Our server has been moved to the datacenter, while I am here working in a different city. Networking is not my strong suit, and after installing I wanted to bond the two nics together to improve throughput. But in doing so I lost connectivity as the networking interface failed initialization.
I had attempted in setting up the bond to have in /etc/sysconfig/network-scripts
bond0 : Taking eth0 and eth1 eth0 : Set up to bond eth1 : Set up to bond and then eth1:1 thinking I can bind an ip to that just in case i do get blocked out again...
Unfortunately this didn't work, and the only person qualified enough to go to the datacenter to do the support is my boss. Not a good situation. (And I had tested it twice on a virtual server just to make sure I wouldn't lost connectivity)
Now, we have it bonded but there is no way to do a "just in case" configuration so far as I can tell...
I thus today needed to bridge the connection for the vm inside the server.... Low and behold, I lost connectivity again and it's the second trip my boss will make this month to the datacenter. :facepalm:
There's gotta be a way, where if the interface isn't detected as up that the networking will use a completely different set of config files, a failsafe, if you will, so that after the failed networking attempt, a cron job running every five minutes would reestablish the network connection to the failsafe if the network is down.
I wish I had access to a linux box right now, but I usually check the network by doing a service network restart command. Is there a way to give it a failsafe command that if the network is not detected, that it will in turn, try a different failsafe configuration, until it is up.
tl;dr: Go with OOB, look at config management, or you'll need to build your own solution.
I'm not familiar with anything pre-built in linux-land to do this sort of thing - IPMI/ILOM/OOB is usually the way to go. Not only would you have remote console access to the host, but you can also (usually) check the status of the hardware, issue remote reboots if its hard locked, etc etc.
If OOB is not an option, you could consider setting up a cron job to check various scenarios and determine if your host in an unreachable state, and perform tasks to try and recover itself.
There are big risks with this, of course. You have to consider a lot of different scenarios - say you want to check to make sure you can hit your gateway IP address, but your gateway goes away briefly - you don't want your host re-configuring its interface if its not a problem with your box, but something upstream.
There's also the option of configuration management control which you could configure to restore your local machine to an expected state/verify its in an expected state every hour, etc - you'd have to configure those applications to use a local copy of configuration files rather than trying to talk to a remote server, but it is possible. This may be a little excessive depending on how many systems you are managing (and if it's more than 5, I highly suggest looking into config management in general, it will save you a LOT of time).

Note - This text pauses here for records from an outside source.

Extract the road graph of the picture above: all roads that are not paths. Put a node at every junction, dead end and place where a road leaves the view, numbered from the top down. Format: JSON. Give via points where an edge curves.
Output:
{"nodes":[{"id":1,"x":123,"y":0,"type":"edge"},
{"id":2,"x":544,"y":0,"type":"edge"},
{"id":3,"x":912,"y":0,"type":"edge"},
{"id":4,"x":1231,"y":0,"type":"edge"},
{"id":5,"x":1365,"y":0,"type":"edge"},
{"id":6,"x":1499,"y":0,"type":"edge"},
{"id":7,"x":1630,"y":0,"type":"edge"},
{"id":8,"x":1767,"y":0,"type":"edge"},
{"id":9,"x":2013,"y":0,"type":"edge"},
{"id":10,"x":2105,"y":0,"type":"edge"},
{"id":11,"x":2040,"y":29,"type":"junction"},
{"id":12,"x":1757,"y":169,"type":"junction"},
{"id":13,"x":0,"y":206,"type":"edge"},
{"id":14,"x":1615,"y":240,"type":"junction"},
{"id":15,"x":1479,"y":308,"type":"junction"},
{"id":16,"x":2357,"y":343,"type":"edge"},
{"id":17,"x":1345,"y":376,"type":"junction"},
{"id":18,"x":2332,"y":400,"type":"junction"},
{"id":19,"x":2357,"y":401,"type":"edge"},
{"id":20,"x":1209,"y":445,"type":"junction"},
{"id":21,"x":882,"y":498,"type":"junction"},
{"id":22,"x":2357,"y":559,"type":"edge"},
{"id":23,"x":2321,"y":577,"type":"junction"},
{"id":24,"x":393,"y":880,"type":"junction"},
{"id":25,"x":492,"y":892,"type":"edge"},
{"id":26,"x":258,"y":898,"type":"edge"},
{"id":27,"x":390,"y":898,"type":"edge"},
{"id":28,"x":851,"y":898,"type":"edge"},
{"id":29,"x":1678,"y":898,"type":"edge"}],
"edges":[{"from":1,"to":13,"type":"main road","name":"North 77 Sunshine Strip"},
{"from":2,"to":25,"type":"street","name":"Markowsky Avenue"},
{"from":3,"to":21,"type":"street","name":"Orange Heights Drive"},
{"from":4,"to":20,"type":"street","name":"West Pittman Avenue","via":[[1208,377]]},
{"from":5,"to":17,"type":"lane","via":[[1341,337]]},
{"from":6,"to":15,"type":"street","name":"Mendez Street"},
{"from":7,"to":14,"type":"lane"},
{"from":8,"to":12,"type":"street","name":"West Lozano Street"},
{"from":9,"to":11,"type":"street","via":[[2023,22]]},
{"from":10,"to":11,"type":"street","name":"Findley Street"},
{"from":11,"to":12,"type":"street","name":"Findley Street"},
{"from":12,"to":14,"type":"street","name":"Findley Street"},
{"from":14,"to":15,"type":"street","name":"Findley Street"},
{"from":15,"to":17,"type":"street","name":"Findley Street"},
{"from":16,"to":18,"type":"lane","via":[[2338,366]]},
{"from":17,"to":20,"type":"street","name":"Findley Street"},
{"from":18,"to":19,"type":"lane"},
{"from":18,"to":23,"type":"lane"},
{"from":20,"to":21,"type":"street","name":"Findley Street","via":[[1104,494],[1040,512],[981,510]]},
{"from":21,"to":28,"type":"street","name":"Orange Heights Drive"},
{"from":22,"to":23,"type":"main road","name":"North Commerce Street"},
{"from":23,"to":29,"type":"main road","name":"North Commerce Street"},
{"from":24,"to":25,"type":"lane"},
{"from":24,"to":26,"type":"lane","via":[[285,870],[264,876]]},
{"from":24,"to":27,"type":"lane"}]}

If you do feel like you want to go the route of having some script on the box monitor for changes, I highly recommend you set it up in a dry run mode for quite some time. This way you could have it log when it would have thought it needed to reconfigure the network interface, allowing you to debug/test/sanity check the functionality before you throw it into service.
Even better, you could have a 2nd or 3rd interface (since you're wanting to bond) cabled up on your host and either never touch that interface configuration or have your script only try to restore itself to service using that interface - that way if it goes haywire, its not potentially mucking with interfaces that it thinks are bad, but just the 3rd interface which you only use for this purpose.